Lamb Pasties

    Lamb Pasties

    (38)
    10saves
    1hour5min


    35 people made this

    These are traditional Scottish pasties called forfar bridie. Serve with gravy and mashed potatoes on the side.

    Ingredients
    Serves: 6 

    • 375g ground lamb
    • 1 onion, chopped
    • 2 tablespoons beef stock
    • 1 teaspoon Worcestershire sauce
    • 1/4 teaspoon salt, or to taste
    • 1/4 teaspoon ground black pepper, or to taste
    • 1 recipe pastry for double-crust pie
    • 1 egg white, lightly beaten

    Directions
    Preparation:30min  ›  Cook:35min  ›  Ready in:1hour5min 

    1. Preheat oven to 180 degrees C.
    2. In a large heavy frypan over medium heat, cook lamb until evenly brown; drain excess fat. Remove from heat and stir in onion, beef stock and Worcestershire sauce.
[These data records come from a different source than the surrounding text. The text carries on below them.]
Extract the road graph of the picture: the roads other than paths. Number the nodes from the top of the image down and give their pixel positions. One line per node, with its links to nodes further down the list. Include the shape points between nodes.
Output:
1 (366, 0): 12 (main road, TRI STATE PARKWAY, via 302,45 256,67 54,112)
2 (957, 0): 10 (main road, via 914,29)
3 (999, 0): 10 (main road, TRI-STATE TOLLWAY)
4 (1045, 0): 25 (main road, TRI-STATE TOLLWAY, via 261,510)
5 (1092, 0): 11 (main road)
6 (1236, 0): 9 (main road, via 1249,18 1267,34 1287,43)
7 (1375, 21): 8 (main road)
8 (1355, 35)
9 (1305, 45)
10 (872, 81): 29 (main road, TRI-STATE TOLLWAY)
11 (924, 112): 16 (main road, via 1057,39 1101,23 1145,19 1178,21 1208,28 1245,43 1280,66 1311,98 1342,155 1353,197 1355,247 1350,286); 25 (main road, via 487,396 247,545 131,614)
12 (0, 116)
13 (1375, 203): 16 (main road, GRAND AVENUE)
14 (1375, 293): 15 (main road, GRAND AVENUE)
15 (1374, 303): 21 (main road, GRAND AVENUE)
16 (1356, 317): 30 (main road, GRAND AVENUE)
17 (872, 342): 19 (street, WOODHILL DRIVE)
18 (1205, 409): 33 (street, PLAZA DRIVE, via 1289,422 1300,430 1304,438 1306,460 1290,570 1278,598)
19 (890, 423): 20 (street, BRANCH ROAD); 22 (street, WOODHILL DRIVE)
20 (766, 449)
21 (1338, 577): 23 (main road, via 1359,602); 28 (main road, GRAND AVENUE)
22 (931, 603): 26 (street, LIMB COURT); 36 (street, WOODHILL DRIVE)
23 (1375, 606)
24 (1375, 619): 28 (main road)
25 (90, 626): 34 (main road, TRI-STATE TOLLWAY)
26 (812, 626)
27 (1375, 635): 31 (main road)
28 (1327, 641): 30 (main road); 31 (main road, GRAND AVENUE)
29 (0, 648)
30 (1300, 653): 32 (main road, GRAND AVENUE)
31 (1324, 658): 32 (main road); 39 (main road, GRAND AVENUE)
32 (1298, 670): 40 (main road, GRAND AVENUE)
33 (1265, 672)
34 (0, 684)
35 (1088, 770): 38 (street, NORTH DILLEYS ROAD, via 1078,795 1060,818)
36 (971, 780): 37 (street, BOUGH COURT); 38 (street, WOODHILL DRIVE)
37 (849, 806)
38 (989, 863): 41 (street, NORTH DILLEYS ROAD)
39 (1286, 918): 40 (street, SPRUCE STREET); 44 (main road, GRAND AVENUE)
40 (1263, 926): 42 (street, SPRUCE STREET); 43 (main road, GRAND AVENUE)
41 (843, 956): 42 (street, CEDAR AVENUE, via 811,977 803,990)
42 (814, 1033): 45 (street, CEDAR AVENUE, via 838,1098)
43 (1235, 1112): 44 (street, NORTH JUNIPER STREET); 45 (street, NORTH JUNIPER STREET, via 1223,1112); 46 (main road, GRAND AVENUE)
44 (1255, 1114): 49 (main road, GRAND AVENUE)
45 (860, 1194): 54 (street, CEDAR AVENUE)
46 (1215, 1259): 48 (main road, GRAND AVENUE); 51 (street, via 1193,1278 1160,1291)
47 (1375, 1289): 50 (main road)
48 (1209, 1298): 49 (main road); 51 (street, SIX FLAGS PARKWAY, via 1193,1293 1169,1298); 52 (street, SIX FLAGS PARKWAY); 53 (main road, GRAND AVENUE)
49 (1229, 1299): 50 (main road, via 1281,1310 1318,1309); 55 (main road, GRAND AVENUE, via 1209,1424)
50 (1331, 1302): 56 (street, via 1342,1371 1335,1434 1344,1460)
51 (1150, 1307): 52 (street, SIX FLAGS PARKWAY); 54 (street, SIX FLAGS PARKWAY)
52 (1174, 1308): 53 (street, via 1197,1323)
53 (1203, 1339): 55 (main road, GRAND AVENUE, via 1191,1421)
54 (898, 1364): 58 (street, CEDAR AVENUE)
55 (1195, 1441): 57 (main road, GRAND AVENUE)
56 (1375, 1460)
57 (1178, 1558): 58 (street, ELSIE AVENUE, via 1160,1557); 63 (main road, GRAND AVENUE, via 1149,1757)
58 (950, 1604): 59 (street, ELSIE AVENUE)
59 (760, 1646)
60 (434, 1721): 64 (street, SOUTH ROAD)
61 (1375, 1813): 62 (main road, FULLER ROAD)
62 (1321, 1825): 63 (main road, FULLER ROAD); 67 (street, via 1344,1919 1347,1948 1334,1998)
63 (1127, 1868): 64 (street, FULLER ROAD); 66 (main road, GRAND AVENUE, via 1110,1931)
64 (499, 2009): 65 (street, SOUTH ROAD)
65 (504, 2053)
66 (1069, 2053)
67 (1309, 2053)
Season with salt and pepper.
    3. On a lightly floured surface, roll pastry out to 3mm thickness. Cut into 15cm rounds. Place approximately 1/2 cup filling on one half of each. Fold the pastry over the filling and crimp edges to seal. Brush lightly with beaten egg white and cut three slits in the top to allow steam to escape. Place on baking sheet.
    4. Bake in preheated oven for 30 to 35 minutes, or until golden brown.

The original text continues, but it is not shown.